Bonnie and Clyde-Style Jet Setters Nabbed
Cops say the boyfriend-girlfriend ID theft arrest is the "tip of the iceberg."
Dec. 3, 2007— -- A pair of Philadelphia 20-somethings used high-tech identity theft methods to defraud businesses and neighbors of tens of thousands of dollars to support a jet-setter lifestyle that included travel to exotic international spots at the expense of their victims.
Jocelyn Kirsch, a 22-year-old Drexel University student, and Edward Anderton, a 25-year-old University of Pennsylvania graduate who was recently fired from his job as a real estate analyst, were arrested Friday afternoon at their $3,000-a-month apartment in one of the city's most upscale neighborhoods, Detective Terry Sweeney of the Philadelphia police department's central detectives division, told ABC News.

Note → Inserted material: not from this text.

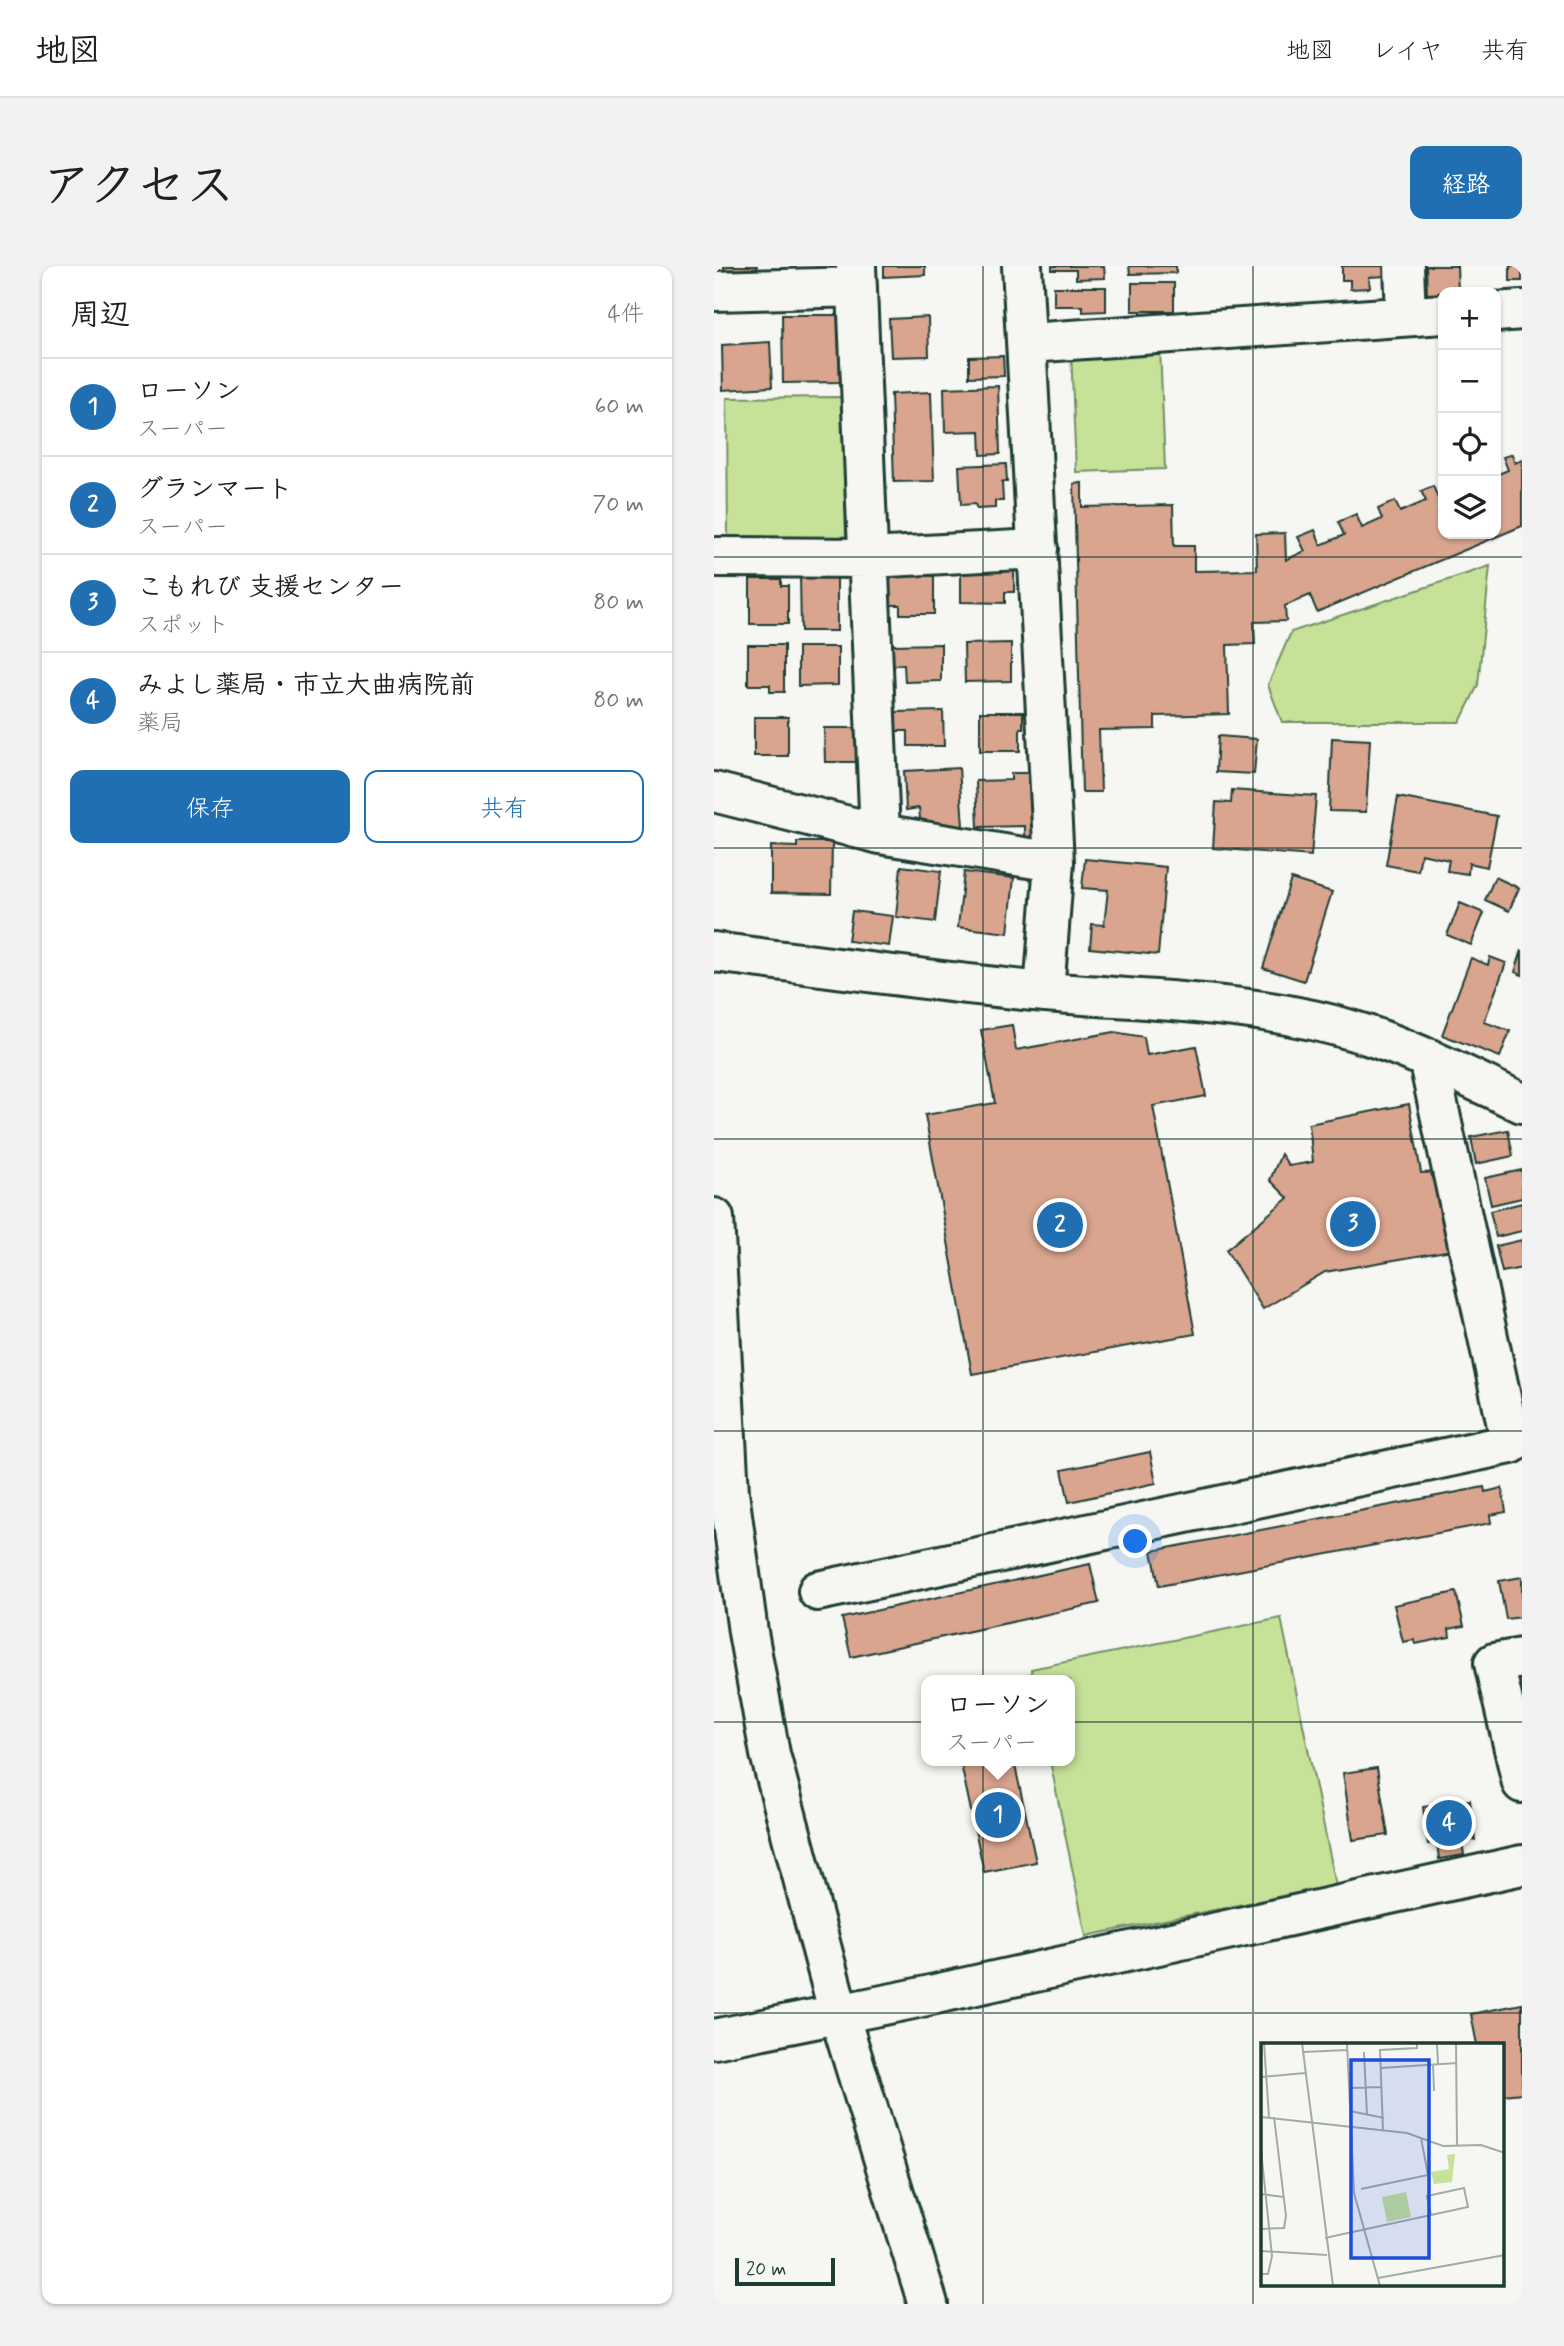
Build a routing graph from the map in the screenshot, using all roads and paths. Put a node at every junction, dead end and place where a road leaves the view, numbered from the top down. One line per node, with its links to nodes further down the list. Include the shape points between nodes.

Kirsch and Anderton were arraigned Friday on an array of charges, including identity theft, forgery and unlawful use of a computer. The arrest, which Sweeney described as the proverbial tip of the iceberg followed a Nov. 19 report by one of their neighbors, who said she feared she had been the victim of identity theft. The woman, according to police, had received a notice from a local UPS about a package waiting for her from a British retailer that she had never ordered.
University of Pennsylvania police joined officers from the Philadelphia Police Department at the UPS store Friday, and arrested Anderton and Kirsch as they arrived to pick up the item.
A search of their apartment over the weekend turned up evidence of a sophisticated identity theft operation, Sweeney said, including four computers, spyware software, two printers, a scanner and a professional-grade ID card machine.
Police found $17,500 in cash, credit cards, fake driver's licenses and keys that could unlock mailboxes and doors to other units inside their apartment building. They also found a copy of the book "The Art of Cheating: A Nasty Little Book for Tricky Little Schemers and Their Hapless Victims."
The weekend search will likely lead to numerous additional charges, as investigators sift through computer hard drives, Sweeney said. Those charges may include burglary and criminal mischief, and could be elevated to federal charges. At least three more people have already come forward with complaints since the story broke Monday morning, and, according to police, the hard drives of the computers seized haven't even been searched yet.